*TASK DESCRIPTION*. Some lines below may hold the string "Bypass". Count them and give only the total.

*Stored items from a collection*.
━━━━━━━━━━━━━━━━
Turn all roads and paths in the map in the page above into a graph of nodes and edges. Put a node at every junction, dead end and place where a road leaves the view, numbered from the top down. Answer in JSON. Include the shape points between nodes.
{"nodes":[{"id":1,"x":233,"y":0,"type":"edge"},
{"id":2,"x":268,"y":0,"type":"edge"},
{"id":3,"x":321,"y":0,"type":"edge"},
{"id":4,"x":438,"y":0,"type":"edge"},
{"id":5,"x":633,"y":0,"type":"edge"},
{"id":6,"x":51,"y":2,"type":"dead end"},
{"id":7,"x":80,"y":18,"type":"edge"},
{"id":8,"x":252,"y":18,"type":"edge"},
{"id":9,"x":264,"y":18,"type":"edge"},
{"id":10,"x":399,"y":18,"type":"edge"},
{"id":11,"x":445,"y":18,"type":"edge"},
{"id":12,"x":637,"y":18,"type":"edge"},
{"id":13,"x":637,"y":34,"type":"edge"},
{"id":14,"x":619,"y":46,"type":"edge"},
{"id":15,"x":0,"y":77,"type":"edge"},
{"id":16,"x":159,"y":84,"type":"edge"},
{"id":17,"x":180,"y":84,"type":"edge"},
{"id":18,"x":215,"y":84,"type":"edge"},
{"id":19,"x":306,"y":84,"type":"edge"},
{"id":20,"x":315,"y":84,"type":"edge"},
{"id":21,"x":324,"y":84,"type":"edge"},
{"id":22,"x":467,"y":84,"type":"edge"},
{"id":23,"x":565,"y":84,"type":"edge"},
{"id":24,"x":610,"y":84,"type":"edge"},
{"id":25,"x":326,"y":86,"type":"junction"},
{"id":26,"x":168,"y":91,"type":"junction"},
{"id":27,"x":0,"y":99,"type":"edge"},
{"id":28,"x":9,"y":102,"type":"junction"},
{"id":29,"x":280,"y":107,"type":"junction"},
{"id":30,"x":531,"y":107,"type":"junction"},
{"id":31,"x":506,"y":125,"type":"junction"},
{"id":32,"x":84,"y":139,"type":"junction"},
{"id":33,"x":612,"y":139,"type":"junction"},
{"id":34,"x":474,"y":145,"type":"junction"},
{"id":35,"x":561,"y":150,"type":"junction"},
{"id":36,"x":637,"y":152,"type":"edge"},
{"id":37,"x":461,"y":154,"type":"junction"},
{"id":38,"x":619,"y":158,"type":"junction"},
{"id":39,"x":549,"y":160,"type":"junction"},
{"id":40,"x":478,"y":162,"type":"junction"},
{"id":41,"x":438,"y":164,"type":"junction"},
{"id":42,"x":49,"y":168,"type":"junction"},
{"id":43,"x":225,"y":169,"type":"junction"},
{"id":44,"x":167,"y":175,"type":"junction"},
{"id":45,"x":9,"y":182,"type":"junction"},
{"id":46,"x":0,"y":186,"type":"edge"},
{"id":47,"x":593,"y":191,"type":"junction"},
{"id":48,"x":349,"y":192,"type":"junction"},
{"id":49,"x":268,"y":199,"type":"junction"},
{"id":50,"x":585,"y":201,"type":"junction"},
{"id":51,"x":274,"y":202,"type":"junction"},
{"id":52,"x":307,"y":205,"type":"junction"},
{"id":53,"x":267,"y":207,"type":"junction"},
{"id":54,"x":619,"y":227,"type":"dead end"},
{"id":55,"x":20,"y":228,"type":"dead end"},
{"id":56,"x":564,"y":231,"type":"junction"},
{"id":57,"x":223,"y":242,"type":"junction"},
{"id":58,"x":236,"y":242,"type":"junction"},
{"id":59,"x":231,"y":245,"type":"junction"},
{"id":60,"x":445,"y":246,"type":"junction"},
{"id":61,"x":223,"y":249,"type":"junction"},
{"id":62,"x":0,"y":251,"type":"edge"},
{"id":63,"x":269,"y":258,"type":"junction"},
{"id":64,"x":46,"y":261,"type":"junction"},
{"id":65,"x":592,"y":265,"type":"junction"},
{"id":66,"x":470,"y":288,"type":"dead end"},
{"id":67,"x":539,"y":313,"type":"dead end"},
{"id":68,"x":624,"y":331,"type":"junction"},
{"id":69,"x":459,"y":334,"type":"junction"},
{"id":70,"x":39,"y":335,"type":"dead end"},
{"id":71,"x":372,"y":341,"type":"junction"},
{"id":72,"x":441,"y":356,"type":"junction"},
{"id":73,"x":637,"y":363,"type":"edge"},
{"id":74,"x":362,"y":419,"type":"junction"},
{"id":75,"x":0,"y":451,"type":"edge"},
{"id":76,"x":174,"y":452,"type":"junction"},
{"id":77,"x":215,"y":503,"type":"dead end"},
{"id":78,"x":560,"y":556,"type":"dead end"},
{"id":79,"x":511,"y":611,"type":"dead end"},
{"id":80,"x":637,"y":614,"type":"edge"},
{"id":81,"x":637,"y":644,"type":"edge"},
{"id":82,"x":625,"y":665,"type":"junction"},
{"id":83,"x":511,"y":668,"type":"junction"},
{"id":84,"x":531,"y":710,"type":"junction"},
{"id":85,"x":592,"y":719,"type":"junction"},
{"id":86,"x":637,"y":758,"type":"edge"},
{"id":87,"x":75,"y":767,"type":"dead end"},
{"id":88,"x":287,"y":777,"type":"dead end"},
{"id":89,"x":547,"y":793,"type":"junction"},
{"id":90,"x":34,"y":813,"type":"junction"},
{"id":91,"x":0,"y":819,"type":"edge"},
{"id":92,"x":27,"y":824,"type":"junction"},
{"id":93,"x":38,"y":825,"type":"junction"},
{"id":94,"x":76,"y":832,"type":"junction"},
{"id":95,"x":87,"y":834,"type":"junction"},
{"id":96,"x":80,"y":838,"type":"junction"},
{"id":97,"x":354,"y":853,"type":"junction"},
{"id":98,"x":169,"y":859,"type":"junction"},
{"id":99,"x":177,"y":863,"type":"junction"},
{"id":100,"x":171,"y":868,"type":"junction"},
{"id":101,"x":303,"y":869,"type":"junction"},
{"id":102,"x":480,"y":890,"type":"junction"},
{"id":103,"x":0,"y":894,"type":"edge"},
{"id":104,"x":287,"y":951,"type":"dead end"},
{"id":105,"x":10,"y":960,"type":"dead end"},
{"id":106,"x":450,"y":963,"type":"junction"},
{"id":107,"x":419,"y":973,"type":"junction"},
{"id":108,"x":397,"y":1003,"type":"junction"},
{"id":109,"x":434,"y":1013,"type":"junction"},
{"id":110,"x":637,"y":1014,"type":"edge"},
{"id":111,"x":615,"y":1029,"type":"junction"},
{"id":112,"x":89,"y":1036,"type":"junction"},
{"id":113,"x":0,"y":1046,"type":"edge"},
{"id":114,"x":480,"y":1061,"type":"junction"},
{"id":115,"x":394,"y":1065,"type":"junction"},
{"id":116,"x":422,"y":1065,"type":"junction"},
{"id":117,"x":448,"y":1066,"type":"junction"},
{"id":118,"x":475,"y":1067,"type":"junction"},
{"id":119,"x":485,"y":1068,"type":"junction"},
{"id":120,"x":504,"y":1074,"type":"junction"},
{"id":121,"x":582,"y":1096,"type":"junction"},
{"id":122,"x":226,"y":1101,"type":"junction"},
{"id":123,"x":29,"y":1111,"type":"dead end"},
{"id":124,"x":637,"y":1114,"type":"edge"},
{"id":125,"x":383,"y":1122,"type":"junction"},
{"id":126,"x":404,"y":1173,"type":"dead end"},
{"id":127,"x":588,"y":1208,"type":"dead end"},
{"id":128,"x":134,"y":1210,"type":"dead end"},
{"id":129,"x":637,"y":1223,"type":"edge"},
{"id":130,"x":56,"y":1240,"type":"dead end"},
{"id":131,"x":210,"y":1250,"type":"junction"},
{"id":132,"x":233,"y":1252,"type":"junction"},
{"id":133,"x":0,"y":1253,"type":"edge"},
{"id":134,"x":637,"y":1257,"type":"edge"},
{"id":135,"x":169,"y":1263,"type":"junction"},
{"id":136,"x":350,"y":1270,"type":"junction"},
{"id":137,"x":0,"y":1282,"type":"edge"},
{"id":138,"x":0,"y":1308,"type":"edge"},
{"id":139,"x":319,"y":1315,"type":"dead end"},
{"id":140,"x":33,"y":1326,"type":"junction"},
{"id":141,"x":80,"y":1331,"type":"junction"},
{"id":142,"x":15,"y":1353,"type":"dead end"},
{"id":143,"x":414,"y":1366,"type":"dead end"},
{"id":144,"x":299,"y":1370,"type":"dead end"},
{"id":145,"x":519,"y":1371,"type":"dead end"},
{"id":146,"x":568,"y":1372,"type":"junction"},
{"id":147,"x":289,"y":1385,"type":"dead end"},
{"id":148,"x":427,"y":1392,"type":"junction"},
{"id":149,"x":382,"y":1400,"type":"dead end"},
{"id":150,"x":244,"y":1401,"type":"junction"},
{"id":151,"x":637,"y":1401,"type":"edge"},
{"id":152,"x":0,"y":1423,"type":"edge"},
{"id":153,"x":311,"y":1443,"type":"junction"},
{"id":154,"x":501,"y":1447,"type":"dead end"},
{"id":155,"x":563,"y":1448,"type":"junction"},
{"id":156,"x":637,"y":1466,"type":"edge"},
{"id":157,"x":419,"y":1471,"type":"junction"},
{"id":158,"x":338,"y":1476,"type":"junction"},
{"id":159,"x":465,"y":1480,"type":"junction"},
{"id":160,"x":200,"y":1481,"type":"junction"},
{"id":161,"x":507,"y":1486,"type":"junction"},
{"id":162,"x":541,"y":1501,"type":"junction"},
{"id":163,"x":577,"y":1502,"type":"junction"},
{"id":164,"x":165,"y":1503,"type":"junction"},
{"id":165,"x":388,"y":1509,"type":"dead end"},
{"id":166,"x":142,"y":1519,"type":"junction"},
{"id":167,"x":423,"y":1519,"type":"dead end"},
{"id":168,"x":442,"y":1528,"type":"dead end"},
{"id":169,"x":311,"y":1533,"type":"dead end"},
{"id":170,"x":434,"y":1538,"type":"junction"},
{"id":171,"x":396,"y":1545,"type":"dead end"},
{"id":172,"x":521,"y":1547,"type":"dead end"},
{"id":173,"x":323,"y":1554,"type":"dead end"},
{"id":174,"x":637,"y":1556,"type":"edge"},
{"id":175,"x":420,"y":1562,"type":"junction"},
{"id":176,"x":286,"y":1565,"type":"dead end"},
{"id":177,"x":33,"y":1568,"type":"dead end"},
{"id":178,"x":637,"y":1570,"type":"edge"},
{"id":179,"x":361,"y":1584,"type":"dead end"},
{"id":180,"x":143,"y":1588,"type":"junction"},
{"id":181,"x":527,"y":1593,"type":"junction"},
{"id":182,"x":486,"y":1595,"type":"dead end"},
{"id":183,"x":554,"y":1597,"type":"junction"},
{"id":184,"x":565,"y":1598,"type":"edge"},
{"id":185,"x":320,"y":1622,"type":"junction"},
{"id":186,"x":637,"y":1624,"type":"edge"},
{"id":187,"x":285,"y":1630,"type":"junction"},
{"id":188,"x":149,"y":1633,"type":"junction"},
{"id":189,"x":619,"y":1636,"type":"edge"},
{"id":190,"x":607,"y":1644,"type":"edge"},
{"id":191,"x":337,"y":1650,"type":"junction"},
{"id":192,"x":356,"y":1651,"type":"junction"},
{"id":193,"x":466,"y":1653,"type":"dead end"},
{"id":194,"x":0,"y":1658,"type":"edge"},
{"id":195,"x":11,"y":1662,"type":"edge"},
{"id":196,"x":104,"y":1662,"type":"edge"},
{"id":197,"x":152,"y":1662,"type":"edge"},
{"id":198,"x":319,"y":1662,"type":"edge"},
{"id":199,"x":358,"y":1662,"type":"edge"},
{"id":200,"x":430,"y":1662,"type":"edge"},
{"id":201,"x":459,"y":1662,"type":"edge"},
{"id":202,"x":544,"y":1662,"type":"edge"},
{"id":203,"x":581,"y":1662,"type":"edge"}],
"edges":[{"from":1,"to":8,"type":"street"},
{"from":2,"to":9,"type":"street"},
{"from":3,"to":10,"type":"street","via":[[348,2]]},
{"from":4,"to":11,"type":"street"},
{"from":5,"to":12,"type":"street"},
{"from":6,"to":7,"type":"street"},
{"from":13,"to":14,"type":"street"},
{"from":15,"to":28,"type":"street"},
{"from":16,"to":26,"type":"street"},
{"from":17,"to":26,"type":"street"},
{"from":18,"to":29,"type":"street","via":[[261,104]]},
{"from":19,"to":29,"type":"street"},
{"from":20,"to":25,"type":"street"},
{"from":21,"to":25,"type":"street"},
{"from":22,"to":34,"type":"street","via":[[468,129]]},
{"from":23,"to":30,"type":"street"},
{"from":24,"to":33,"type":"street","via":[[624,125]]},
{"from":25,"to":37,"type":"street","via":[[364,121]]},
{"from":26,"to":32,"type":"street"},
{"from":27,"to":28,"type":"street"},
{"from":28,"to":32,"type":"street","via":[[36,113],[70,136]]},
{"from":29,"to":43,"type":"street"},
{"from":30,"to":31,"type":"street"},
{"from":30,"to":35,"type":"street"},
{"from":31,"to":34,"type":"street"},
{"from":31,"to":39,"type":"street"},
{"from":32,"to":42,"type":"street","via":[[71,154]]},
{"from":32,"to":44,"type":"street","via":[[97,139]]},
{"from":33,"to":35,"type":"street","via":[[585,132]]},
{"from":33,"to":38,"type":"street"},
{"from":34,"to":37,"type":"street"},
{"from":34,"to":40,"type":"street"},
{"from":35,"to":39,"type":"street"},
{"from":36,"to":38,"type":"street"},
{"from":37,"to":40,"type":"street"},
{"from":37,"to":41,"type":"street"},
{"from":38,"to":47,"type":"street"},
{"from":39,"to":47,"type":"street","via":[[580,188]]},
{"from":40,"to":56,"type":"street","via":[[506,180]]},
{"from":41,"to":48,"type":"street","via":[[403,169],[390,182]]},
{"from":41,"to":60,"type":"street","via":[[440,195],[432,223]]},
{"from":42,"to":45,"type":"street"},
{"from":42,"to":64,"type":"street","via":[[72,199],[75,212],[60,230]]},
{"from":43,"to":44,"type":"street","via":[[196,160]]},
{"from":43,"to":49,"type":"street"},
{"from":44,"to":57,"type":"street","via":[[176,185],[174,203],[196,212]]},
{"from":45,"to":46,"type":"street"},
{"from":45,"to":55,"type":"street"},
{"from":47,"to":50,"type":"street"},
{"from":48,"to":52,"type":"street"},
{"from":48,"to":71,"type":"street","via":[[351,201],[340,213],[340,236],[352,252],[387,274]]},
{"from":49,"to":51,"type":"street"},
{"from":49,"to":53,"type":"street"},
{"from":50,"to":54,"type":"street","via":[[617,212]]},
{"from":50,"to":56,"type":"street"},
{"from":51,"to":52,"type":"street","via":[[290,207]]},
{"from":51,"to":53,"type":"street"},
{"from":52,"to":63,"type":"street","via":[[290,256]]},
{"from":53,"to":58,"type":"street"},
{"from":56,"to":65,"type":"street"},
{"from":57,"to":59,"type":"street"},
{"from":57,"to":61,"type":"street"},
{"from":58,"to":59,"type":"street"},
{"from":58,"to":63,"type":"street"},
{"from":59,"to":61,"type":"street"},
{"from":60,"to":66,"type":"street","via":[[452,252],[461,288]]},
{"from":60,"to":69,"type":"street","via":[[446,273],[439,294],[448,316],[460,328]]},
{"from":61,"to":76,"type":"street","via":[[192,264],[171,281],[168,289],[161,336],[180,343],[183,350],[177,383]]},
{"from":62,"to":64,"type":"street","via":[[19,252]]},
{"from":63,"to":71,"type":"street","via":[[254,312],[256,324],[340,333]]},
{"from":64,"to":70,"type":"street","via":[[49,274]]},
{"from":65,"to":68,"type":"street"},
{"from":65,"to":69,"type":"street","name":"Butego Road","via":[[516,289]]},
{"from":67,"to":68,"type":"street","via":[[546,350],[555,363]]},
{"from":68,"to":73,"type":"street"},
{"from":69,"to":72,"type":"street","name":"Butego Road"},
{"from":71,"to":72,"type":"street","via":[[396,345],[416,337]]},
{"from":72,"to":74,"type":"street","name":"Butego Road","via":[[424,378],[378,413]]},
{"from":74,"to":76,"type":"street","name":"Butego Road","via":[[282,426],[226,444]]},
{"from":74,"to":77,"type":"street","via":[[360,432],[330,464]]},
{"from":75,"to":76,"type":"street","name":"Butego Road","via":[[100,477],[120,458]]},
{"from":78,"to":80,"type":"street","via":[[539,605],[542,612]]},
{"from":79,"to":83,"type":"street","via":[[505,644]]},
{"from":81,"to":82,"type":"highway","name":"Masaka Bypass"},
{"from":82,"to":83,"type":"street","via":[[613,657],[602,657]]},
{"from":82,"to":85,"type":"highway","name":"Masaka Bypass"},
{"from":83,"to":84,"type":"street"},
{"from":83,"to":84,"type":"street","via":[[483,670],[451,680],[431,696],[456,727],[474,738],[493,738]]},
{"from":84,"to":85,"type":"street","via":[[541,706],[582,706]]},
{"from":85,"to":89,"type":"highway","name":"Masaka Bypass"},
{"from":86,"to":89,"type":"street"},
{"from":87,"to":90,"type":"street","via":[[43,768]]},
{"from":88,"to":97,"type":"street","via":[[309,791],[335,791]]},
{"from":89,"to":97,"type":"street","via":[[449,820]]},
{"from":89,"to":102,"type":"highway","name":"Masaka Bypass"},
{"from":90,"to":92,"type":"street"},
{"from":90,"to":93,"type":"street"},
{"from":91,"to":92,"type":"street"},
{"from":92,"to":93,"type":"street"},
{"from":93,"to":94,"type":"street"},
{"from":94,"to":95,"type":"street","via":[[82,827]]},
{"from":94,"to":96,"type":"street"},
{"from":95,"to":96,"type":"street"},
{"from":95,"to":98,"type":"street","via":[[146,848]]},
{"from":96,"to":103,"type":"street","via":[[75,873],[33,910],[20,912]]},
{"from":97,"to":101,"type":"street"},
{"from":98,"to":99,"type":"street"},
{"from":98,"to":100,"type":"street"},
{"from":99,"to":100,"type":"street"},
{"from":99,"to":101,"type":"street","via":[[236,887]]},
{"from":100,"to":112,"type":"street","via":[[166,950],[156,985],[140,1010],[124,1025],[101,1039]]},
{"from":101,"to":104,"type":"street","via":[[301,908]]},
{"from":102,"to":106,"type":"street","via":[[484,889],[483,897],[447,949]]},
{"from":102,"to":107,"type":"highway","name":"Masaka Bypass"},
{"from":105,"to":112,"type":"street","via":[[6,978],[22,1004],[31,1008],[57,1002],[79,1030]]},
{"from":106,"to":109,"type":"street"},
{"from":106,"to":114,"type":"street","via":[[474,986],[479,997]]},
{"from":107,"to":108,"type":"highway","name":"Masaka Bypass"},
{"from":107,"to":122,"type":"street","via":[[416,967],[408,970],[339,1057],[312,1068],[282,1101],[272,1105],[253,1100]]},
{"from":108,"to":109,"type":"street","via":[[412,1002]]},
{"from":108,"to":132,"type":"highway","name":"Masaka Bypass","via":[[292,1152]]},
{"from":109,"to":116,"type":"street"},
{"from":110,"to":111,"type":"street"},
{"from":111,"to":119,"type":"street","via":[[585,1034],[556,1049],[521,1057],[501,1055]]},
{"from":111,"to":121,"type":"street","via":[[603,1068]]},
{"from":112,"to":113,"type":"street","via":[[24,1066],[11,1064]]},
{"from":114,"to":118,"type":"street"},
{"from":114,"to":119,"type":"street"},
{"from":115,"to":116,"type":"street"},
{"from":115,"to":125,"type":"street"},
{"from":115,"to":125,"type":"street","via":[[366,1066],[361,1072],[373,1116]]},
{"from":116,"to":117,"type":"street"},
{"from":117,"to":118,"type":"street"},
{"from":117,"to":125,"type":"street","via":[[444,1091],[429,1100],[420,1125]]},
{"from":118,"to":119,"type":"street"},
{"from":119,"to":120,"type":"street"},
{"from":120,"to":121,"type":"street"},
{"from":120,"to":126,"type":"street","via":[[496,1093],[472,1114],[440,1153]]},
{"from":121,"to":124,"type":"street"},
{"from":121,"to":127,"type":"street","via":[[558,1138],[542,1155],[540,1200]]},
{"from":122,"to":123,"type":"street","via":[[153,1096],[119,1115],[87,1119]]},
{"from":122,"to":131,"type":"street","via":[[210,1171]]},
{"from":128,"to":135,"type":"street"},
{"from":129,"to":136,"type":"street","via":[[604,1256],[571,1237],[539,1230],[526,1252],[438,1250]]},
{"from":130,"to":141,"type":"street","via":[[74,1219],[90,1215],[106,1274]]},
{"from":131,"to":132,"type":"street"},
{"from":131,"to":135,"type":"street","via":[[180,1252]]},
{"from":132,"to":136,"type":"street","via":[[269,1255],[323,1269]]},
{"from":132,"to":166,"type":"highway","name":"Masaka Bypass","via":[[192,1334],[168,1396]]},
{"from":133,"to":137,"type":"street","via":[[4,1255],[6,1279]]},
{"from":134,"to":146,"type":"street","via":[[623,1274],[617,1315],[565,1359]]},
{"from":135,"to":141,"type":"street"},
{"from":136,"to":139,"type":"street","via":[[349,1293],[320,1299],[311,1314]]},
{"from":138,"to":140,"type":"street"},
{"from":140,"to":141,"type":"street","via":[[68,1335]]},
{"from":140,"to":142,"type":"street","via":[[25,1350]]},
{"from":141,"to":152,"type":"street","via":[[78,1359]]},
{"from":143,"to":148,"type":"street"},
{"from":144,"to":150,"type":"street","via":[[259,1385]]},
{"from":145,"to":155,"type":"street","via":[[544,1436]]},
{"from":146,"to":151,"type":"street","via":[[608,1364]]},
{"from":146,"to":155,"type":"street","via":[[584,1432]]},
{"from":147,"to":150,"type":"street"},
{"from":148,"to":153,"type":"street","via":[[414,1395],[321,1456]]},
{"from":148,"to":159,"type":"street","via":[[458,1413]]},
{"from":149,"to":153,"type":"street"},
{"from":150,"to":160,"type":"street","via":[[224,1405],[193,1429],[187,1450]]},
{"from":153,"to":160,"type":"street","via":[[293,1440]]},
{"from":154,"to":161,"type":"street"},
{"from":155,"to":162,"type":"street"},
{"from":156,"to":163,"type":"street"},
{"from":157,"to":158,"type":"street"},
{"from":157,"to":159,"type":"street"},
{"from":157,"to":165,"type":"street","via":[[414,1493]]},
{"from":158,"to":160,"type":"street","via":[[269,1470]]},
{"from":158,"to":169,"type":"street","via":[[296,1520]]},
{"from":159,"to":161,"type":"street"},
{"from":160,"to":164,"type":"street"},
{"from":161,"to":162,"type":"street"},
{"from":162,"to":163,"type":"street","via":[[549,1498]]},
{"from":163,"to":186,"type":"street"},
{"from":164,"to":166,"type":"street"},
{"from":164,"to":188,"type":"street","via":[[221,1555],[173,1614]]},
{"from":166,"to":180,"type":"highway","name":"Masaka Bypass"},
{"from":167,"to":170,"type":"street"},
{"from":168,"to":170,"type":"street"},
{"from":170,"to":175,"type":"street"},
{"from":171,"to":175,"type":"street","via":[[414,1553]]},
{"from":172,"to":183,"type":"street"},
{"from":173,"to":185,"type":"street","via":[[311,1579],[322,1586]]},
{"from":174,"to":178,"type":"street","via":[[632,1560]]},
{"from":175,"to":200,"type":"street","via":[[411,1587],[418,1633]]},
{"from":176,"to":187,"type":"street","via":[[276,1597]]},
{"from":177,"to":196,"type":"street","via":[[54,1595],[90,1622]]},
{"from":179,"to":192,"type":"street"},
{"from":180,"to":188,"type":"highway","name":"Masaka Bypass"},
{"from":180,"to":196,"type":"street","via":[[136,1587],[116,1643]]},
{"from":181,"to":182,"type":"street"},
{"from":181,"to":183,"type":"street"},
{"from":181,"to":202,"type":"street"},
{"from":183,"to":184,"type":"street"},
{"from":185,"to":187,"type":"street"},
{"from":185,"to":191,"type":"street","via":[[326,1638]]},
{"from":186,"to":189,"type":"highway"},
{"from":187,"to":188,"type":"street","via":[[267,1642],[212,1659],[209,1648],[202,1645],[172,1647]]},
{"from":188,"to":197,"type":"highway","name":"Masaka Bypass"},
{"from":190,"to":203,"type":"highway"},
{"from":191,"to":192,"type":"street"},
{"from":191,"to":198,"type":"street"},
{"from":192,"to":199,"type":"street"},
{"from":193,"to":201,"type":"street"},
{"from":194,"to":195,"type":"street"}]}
━━━━━━━━━━━━━━━━
*ANSWER BOX*. 11